Ob Schuhe vom örtlichen Schuhgeschäft oder Nudeln und Gemüse vom Hofladen: Der digitale Marktplatz „Lorena“ soll den lokalen Einkauf in Ascheberg online ermöglichen. Dafür gibt es jetzt Geld vom Bund.

Ascheberg, Herbern, Davensberg

, 23.07.2021, 09:00 Uhr / Lesedauer: 2 min
In Ascheberg, Nachbarstädten und anderen Städten des Kreises Coesfeld geht bald ein digitaler Marktplatz an den Start. Die Ware wird den Kunden auf Wunsch geliefert.

In Ascheberg, Nachbarstädten und anderen Städten des Kreises Coesfeld geht bald ein digitaler Marktplatz an den Start. Die Ware wird den Kunden auf Wunsch geliefert. © Lozuka GmbH

Lokale Einzelhändler und Direktvermarkter aus den Kommunen Ascheberg, Billerbeck, Coesfeld, Drensteinfurt, Havixbeck, Nottuln, Rosendahl, Senden und Sendenhorst sollen künftig gemeinsam auf einem Online-Marktplatz anzutreffen sein – und die bestellten Waren gebündelt ausliefern. Mit dieser Projektidee hatten die neun Städte und Gemeinden aus den Kreisen Coesfeld und Warendorf unter Federführung der Gemeinde Senden jetzt beim Förderaufruf „Heimat 2.0“ des Bundesinnenministeriums Erfolg. Senden als Teil des Projektes wurde als eine der 12 ersten Modellregionen ausgewählt. Alle 12 bekommen in einem ersten Schritt für ihre Projekte 250.000 bis 650.000 Euro.

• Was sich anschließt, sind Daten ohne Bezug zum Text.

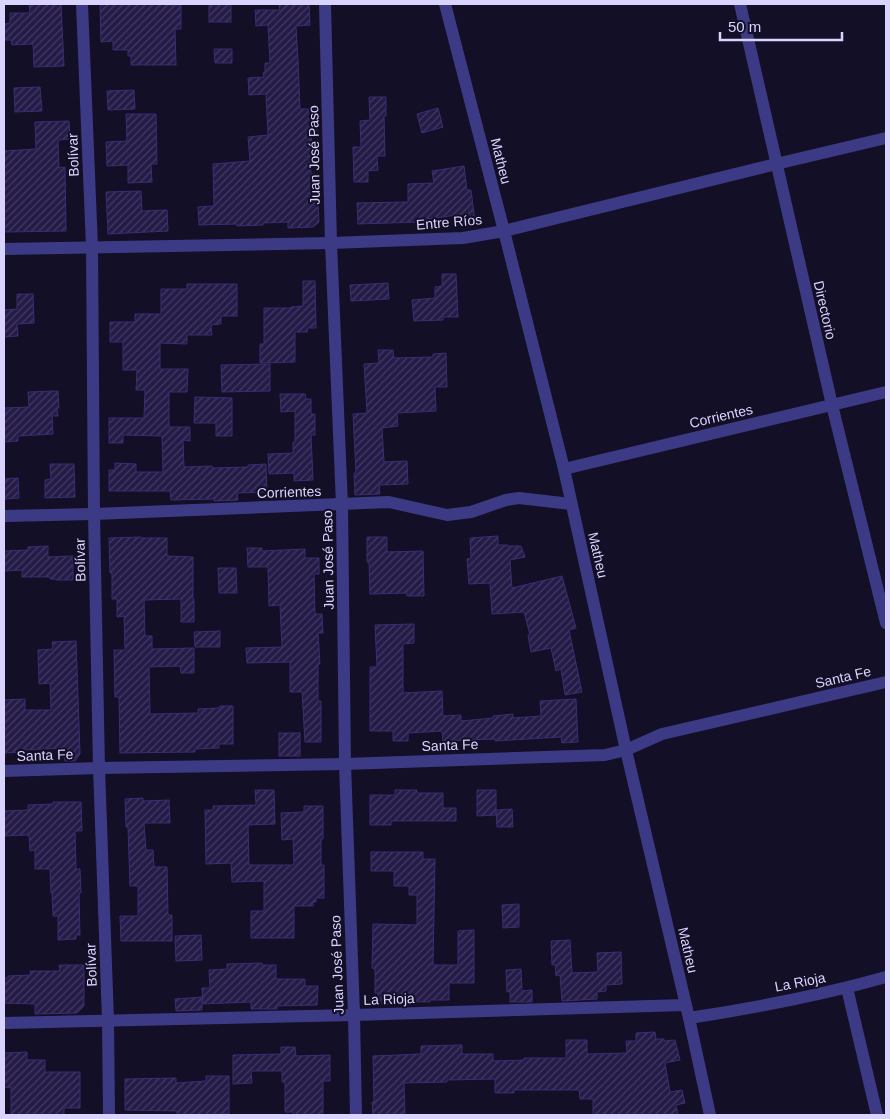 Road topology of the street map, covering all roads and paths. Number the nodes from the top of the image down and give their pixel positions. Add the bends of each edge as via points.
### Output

Geplant ist, dass die Händler ihre Waren auf eine gemeinsame Online-Plattform stellen. Die Kunden können so über eine Plattform gleichzeitig in mehreren Geschäften einkaufen und zahlen nur einen Gesamtbetrag. Das System verbucht die Zahlung automatisch auf die einzelnen Geschäfte. Die Lieferung an die Kunden erfolgt innerhalb eines vorher festgelegten Zeitfensters. Auch eine Abholung an Pick-Up-Stationen soll möglich sein.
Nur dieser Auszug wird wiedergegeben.